Data in this exercise –
┄┄┄┄┄┄┄┄┄┄

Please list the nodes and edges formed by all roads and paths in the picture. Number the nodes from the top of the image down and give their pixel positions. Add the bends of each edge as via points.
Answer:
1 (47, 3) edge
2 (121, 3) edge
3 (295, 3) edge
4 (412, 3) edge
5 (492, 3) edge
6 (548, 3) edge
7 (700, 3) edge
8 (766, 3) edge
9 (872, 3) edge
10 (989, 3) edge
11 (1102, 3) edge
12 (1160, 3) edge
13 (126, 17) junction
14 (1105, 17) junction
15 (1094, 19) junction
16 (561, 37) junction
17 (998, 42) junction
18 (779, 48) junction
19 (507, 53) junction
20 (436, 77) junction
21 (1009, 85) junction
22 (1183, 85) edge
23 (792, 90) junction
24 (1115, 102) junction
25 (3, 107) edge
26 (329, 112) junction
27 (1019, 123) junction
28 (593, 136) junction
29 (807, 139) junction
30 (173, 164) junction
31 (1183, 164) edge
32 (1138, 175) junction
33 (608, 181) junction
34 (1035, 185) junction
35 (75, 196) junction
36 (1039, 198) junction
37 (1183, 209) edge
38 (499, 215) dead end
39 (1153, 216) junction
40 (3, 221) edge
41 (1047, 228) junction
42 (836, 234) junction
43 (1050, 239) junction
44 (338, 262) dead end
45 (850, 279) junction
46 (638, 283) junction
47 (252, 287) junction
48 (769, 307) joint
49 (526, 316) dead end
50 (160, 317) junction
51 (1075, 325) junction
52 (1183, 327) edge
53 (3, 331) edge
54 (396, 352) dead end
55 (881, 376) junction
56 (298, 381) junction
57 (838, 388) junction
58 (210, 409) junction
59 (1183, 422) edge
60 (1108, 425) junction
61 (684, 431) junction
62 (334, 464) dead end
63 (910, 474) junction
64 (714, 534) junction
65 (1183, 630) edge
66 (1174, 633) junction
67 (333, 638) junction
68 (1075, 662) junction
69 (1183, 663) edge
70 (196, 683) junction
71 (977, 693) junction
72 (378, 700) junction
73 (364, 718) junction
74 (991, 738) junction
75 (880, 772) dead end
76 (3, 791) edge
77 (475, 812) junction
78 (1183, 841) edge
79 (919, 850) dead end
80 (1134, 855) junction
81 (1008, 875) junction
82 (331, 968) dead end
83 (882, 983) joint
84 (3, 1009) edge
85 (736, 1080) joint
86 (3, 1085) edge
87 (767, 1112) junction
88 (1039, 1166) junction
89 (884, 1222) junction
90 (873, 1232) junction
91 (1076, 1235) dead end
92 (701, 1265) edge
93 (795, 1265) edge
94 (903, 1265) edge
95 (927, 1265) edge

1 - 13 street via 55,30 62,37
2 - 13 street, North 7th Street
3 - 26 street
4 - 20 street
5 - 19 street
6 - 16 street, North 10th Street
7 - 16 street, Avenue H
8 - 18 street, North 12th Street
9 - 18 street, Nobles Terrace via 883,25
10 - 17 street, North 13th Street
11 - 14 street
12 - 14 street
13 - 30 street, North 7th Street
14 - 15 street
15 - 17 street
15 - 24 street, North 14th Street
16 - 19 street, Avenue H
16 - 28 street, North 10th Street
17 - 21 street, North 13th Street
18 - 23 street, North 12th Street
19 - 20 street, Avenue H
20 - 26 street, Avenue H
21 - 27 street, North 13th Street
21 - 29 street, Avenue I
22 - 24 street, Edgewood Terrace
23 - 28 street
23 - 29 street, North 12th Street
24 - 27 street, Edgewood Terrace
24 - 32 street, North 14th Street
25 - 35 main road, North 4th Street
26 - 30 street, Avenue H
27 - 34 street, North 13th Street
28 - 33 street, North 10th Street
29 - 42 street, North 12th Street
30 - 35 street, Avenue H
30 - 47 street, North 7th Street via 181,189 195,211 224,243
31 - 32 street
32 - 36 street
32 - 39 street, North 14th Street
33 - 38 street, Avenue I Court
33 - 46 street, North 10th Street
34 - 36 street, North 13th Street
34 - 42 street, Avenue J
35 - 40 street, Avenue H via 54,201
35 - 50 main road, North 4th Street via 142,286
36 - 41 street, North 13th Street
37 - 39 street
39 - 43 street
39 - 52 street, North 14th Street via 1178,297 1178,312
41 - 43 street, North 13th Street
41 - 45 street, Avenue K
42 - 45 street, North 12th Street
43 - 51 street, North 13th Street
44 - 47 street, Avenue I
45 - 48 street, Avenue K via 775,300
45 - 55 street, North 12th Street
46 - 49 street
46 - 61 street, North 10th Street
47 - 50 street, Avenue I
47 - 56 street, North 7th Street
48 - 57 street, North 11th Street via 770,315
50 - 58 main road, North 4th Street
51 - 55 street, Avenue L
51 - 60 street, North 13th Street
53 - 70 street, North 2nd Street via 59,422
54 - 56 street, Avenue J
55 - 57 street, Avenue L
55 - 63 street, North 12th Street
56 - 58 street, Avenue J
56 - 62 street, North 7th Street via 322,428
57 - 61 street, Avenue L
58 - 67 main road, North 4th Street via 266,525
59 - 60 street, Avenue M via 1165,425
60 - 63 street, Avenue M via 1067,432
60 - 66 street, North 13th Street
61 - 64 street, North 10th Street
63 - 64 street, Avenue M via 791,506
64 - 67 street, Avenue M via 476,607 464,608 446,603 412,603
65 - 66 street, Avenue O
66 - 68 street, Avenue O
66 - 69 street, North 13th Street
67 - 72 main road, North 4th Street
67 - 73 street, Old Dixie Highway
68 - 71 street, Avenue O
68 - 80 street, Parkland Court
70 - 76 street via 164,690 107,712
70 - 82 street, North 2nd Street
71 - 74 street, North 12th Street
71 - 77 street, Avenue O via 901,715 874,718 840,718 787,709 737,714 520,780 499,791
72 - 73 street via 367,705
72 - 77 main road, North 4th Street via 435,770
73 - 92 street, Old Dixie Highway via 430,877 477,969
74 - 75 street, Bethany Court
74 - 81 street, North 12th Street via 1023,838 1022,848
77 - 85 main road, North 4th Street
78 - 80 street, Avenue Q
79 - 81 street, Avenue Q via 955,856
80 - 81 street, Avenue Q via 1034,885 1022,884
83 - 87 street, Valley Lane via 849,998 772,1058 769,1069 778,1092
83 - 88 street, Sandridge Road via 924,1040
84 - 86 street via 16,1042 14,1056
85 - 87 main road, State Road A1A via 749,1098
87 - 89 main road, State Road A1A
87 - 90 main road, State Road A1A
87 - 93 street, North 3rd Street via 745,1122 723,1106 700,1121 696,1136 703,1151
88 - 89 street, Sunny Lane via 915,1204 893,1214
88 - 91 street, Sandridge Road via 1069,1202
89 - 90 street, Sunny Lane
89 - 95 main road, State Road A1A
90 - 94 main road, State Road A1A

┄┄┄┄┄┄┄┄┄┄

Task to carry out – Nothing is to be left out. Repeat the whole listing exactly.

Response area –
Please list the nodes and edges formed by all roads and paths in the picture. Number the nodes from the top of the image down and give their pixel positions. Add the bends of each edge as via points.
Answer:
1 (47, 3) edge
2 (121, 3) edge
3 (295, 3) edge
4 (412, 3) edge
5 (492, 3) edge
6 (548, 3) edge
7 (700, 3) edge
8 (766, 3) edge
9 (872, 3) edge
10 (989, 3) edge
11 (1102, 3) edge
12 (1160, 3) edge
13 (126, 17) junction
14 (1105, 17) junction
15 (1094, 19) junction
16 (561, 37) junction
17 (998, 42) junction
18 (779, 48) junction
19 (507, 53) junction
20 (436, 77) junction
21 (1009, 85) junction
22 (1183, 85) edge
23 (792, 90) junction
24 (1115, 102) junction
25 (3, 107) edge
26 (329, 112) junction
27 (1019, 123) junction
28 (593, 136) junction
29 (807, 139) junction
30 (173, 164) junction
31 (1183, 164) edge
32 (1138, 175) junction
33 (608, 181) junction
34 (1035, 185) junction
35 (75, 196) junction
36 (1039, 198) junction
37 (1183, 209) edge
38 (499, 215) dead end
39 (1153, 216) junction
40 (3, 221) edge
41 (1047, 228) junction
42 (836, 234) junction
43 (1050, 239) junction
44 (338, 262) dead end
45 (850, 279) junction
46 (638, 283) junction
47 (252, 287) junction
48 (769, 307) joint
49 (526, 316) dead end
50 (160, 317) junction
51 (1075, 325) junction
52 (1183, 327) edge
53 (3, 331) edge
54 (396, 352) dead end
55 (881, 376) junction
56 (298, 381) junction
57 (838, 388) junction
58 (210, 409) junction
59 (1183, 422) edge
60 (1108, 425) junction
61 (684, 431) junction
62 (334, 464) dead end
63 (910, 474) junction
64 (714, 534) junction
65 (1183, 630) edge
66 (1174, 633) junction
67 (333, 638) junction
68 (1075, 662) junction
69 (1183, 663) edge
70 (196, 683) junction
71 (977, 693) junction
72 (378, 700) junction
73 (364, 718) junction
74 (991, 738) junction
75 (880, 772) dead end
76 (3, 791) edge
77 (475, 812) junction
78 (1183, 841) edge
79 (919, 850) dead end
80 (1134, 855) junction
81 (1008, 875) junction
82 (331, 968) dead end
83 (882, 983) joint
84 (3, 1009) edge
85 (736, 1080) joint
86 (3, 1085) edge
87 (767, 1112) junction
88 (1039, 1166) junction
89 (884, 1222) junction
90 (873, 1232) junction
91 (1076, 1235) dead end
92 (701, 1265) edge
93 (795, 1265) edge
94 (903, 1265) edge
95 (927, 1265) edge

1 - 13 street via 55,30 62,37
2 - 13 street, North 7th Street
3 - 26 street
4 - 20 street
5 - 19 street
6 - 16 street, North 10th Street
7 - 16 street, Avenue H
8 - 18 street, North 12th Street
9 - 18 street, Nobles Terrace via 883,25
10 - 17 street, North 13th Street
11 - 14 street
12 - 14 street
13 - 30 street, North 7th Street
14 - 15 street
15 - 17 street
15 - 24 street, North 14th Street
16 - 19 street, Avenue H
16 - 28 street, North 10th Street
17 - 21 street, North 13th Street
18 - 23 street, North 12th Street
19 - 20 street, Avenue H
20 - 26 street, Avenue H
21 - 27 street, North 13th Street
21 - 29 street, Avenue I
22 - 24 street, Edgewood Terrace
23 - 28 street
23 - 29 street, North 12th Street
24 - 27 street, Edgewood Terrace
24 - 32 street, North 14th Street
25 - 35 main road, North 4th Street
26 - 30 street, Avenue H
27 - 34 street, North 13th Street
28 - 33 street, North 10th Street
29 - 42 street, North 12th Street
30 - 35 street, Avenue H
30 - 47 street, North 7th Street via 181,189 195,211 224,243
31 - 32 street
32 - 36 street
32 - 39 street, North 14th Street
33 - 38 street, Avenue I Court
33 - 46 street, North 10th Street
34 - 36 street, North 13th Street
34 - 42 street, Avenue J
35 - 40 street, Avenue H via 54,201
35 - 50 main road, North 4th Street via 142,286
36 - 41 street, North 13th Street
37 - 39 street
39 - 43 street
39 - 52 street, North 14th Street via 1178,297 1178,312
41 - 43 street, North 13th Street
41 - 45 street, Avenue K
42 - 45 street, North 12th Street
43 - 51 street, North 13th Street
44 - 47 street, Avenue I
45 - 48 street, Avenue K via 775,300
45 - 55 street, North 12th Street
46 - 49 street
46 - 61 street, North 10th Street
47 - 50 street, Avenue I
47 - 56 street, North 7th Street
48 - 57 street, North 11th Street via 770,315
50 - 58 main road, North 4th Street
51 - 55 street, Avenue L
51 - 60 street, North 13th Street
53 - 70 street, North 2nd Street via 59,422
54 - 56 street, Avenue J
55 - 57 street, Avenue L
55 - 63 street, North 12th Street
56 - 58 street, Avenue J
56 - 62 street, North 7th Street via 322,428
57 - 61 street, Avenue L
58 - 67 main road, North 4th Street via 266,525
59 - 60 street, Avenue M via 1165,425
60 - 63 street, Avenue M via 1067,432
60 - 66 street, North 13th Street
61 - 64 street, North 10th Street
63 - 64 street, Avenue M via 791,506
64 - 67 street, Avenue M via 476,607 464,608 446,603 412,603
65 - 66 street, Avenue O
66 - 68 street, Avenue O
66 - 69 street, North 13th Street
67 - 72 main road, North 4th Street
67 - 73 street, Old Dixie Highway
68 - 71 street, Avenue O
68 - 80 street, Parkland Court
70 - 76 street via 164,690 107,712
70 - 82 street, North 2nd Street
71 - 74 street, North 12th Street
71 - 77 street, Avenue O via 901,715 874,718 840,718 787,709 737,714 520,780 499,791
72 - 73 street via 367,705
72 - 77 main road, North 4th Street via 435,770
73 - 92 street, Old Dixie Highway via 430,877 477,969
74 - 75 street, Bethany Court
74 - 81 street, North 12th Street via 1023,838 1022,848
77 - 85 main road, North 4th Street
78 - 80 street, Avenue Q
79 - 81 street, Avenue Q via 955,856
80 - 81 street, Avenue Q via 1034,885 1022,884
83 - 87 street, Valley Lane via 849,998 772,1058 769,1069 778,1092
83 - 88 street, Sandridge Road via 924,1040
84 - 86 street via 16,1042 14,1056
85 - 87 main road, State Road A1A via 749,1098
87 - 89 main road, State Road A1A
87 - 90 main road, State Road A1A
87 - 93 street, North 3rd Street via 745,1122 723,1106 700,1121 696,1136 703,1151
88 - 89 street, Sunny Lane via 915,1204 893,1214
88 - 91 street, Sandridge Road via 1069,1202
89 - 90 street, Sunny Lane
89 - 95 main road, State Road A1A
90 - 94 main road, State Road A1A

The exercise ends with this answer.